In a country where only 16% of rural homes have power a government-led scheme is bringing electricity to thousands of villages
Sunlabob is installing solar mini-grids in 11 remote Myanmar villages to provide power to local households. Photograph: Sunlabob Renewable Energy Ltd
Four feet in length, of aggressive disposition, and deadly poisonous: you don’t want to stand on a Russell’s viper in the dark. Especially if there’s no antivenom for miles around. Yet that’s the daily predicament facing millions of villagers in Myanmar, where snakebites cause about 500 deaths every year.
In Yin Ma Chaung, a rural settlement about nine hours by car from Yangon, villagers can rest easier knowing there are doses of antivenom chilling securely in a new refrigerator in the village’s community centre, powered by solar.
“Antivenom can now be supplied quickly if people in neighbouring villages need it,” says Konosuke Kawahara from Japanese electronics giant Panasonic, which recently installed a 2.82kW photovoltaic (PV) system for the off-grid village.
PV system in Yin Ma Chaung surrounded by villagers. Photograph: Panasonic
The example is just one of thousands of off-grid projects being rolled out across Myanmar as part of a huge government-led scheme, which involves private companies too, to bring electricity to the entire country by 2030. As of 2014, only 16% of rural households had an electricity connection.

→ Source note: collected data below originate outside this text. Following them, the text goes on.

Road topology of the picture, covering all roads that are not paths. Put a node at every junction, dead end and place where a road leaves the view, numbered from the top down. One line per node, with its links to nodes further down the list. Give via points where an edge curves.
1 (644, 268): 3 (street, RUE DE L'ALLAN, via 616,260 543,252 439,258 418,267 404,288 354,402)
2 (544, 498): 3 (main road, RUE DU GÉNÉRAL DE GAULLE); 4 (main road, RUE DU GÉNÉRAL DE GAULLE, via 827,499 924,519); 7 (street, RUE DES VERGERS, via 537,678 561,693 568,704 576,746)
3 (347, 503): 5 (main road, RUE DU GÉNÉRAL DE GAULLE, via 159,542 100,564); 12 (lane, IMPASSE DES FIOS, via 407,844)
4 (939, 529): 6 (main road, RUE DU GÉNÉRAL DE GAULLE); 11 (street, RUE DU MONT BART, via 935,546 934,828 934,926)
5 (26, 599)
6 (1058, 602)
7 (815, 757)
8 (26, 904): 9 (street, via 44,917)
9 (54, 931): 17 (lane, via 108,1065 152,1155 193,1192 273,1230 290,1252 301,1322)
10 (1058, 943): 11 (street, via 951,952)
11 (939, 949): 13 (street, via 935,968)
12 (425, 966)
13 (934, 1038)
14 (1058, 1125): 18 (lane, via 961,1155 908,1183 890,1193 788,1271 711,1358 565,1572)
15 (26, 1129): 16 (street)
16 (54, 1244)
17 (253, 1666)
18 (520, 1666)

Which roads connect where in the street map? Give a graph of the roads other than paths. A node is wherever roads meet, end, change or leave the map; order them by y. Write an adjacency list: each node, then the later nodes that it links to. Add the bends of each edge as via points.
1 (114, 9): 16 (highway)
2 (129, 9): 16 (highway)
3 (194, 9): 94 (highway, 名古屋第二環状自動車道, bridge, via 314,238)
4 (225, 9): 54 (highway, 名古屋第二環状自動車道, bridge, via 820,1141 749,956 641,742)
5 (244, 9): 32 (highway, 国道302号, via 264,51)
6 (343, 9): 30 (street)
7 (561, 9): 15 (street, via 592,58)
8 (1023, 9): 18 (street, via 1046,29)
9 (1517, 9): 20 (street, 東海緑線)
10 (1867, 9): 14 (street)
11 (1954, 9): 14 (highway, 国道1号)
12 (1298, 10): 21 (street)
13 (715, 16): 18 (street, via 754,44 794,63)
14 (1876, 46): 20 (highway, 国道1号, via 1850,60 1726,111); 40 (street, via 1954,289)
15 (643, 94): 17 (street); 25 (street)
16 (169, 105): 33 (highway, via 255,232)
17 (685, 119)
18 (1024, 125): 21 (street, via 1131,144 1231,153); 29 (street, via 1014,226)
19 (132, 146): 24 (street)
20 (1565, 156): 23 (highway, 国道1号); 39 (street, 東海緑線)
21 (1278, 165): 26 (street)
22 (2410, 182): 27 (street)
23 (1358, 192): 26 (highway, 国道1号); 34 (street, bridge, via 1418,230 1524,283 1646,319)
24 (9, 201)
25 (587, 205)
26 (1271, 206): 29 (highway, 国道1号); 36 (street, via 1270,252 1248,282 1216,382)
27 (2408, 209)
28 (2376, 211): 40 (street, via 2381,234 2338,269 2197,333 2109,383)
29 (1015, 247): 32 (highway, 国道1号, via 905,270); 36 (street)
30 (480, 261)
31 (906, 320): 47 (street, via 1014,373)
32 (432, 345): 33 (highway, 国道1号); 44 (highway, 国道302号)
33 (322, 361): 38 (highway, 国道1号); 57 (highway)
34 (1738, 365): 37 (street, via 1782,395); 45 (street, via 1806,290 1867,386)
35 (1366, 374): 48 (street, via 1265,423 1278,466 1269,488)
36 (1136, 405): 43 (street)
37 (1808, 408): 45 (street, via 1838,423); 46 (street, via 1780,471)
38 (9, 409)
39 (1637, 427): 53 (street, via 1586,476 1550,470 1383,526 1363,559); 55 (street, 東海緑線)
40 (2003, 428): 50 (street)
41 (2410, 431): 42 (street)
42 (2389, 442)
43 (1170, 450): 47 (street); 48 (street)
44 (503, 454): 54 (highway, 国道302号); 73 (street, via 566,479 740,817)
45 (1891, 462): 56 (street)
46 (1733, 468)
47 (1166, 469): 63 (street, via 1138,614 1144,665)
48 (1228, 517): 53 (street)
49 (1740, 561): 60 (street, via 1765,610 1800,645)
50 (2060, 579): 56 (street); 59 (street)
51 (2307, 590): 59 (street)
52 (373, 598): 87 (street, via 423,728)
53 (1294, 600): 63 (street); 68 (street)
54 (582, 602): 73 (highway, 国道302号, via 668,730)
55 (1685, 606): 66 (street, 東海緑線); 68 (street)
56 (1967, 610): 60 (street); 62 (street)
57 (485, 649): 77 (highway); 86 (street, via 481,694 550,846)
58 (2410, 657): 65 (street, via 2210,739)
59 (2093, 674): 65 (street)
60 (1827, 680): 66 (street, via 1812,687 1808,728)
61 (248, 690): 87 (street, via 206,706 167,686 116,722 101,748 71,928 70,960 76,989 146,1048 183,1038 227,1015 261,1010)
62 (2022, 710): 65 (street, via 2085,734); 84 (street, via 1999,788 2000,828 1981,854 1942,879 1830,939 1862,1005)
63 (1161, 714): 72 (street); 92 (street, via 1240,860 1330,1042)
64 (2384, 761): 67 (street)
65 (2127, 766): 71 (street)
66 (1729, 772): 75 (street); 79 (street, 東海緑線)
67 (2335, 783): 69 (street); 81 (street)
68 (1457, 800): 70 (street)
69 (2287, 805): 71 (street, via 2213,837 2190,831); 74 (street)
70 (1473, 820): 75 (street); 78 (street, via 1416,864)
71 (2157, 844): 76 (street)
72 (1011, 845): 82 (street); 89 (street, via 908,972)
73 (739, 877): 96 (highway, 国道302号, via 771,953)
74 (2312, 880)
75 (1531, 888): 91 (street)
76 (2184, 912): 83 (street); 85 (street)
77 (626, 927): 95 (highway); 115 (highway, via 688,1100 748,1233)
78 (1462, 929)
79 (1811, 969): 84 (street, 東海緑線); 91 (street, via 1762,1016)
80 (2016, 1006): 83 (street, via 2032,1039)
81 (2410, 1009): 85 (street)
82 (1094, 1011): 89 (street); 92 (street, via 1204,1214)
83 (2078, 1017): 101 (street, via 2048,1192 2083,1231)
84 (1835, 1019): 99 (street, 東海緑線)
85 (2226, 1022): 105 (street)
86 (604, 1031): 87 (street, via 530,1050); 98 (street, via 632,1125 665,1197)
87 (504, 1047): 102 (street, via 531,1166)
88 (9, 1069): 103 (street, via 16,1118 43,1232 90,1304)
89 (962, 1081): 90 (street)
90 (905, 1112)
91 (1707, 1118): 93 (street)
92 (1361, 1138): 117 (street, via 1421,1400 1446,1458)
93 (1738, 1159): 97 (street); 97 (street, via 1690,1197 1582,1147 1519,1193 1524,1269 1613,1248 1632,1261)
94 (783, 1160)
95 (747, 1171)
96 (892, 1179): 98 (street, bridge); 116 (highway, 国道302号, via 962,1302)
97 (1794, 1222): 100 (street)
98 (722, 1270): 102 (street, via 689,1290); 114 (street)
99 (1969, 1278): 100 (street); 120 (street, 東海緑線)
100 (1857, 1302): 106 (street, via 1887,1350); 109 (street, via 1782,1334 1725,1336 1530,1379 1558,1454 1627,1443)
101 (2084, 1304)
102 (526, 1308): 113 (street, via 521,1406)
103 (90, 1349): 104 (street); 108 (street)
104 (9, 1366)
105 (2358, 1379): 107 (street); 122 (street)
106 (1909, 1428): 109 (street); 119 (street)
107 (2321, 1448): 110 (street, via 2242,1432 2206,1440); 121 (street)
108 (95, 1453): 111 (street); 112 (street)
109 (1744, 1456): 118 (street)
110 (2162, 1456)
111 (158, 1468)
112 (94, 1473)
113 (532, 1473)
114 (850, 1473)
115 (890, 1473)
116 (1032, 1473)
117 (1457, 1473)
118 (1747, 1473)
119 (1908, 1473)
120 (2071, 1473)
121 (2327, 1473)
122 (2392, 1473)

Myanmar Eco Solutions, a for-profit renewable energy firm, is part of a burgeoning industry looking to contribute to the development of off-grid solutions. It recently set up a solar-powered irrigation system for rice farmers near Pathein, a remote agricultural region in the Ayeyarwady delta in southern Myanmar. The submersible pump is mounted on a raft, meaning it can travel up and down the river supporting multiple villages.
Myanmar Eco Solution’s raft. Photograph: EcoMyanmar
Sunlabob, a Laos-based solar developer, has just installed solar mini-grids in 11 villages in the remote provinces of Shan and Chin. The PV-based systems enable householders to power low-voltage electrical items such as lights, mobile phones and small televisions.
Can off-grid make profits?
At present, almost all Myanmar’s off-grid projects are either government-funded or donor-backed. Panasonic’s fridge-powering power system is financed through charity money from Mitsui & Co; Myanmar Eco Solutions’ raft is seed-funded by the non-profit World View International; and Sunlabob has a grant from the Japanese government for its mini-grid project.
Poverty levels are the most immediate hurdle to off-grid commercialisation. Despite enviable growth rates over recent years, Myanmar is starting from a very low base. It still ranks 148th of 188 countries on the UN’s benchmark development index, with the highest levels of poverty concentrated in rural areas.
“Our original idea was to supply solar home systems because they are relatively affordable,” says Ben Frederick, head of operations for Myanmar Eco Solutions. “But it quickly became apparent that this business model wouldn’t work … Even though the systems we were selling were about $100 [£80], they were still far too expensive for a single farmer to buy.”
Myanmar Eco Solutions’s strategy has been twofold. In the case of the raft project, it operates a revolving fund, with participating farmers making small payments on a seasonal basis. The capital costs of the raft, around $6,000 (£4,800), should be paid back after two years or so, enabling the company to set up a similar project elsewhere.
Myanmar’s lack of electrification presents a puzzling dilemma for commercial operators. With so many of the rural population having no electricity at all, it is difficult to judge future demand patterns, feasible price points and the reliability of billing systems.
“It’s tricky from a commercial perspective because you can’t go to a lender or a financier and say, ‘Yes, we can prove this is the level of demand and this is the price point people are able to meet,” says Philip Napier-Moore, programme director for solar power in Asia Pacific for the engineering consultancy Mott MacDonald.
The real money for Myanmar’s solar firms lies in providing PV-systems for factories, hotels and other large-scale industrial users in urban areas. Myanmar Eco Solutions, for example, is about to integrate a 1MW solar plant into an existing diesel power station on an island in the country’s Tanintharyi region. Sunlabob, meanwhile, is installing a 117kW solar system in Junction City, a mall and office complex in Yangon. The project is set to be the first grid-connected solar project in Myanmar.
“Businesses and larger energy users are beginning to see the benefit of investing in solar-based electricity given the rising prices of grid-based electricity paired with the high cost of back-up diesel generators,” says Evan Scandling, Sunlabob’s managing director in Myanmar.
Given the demand hurdles, Napier-Moore anticipates Myanmar’s off-grid solar roll-out remaining largely government-led over the coming years. But a commercial model may provide a better guarantee of it working in the long-term, for example with a corresponding growth in a support network of suppliers and engineers.
“Ideally, government-backed initiatives could harness private-sector models so that it helps to demonstrate to financiers that these models are viable rather than being just purely grant-funded,” he adds.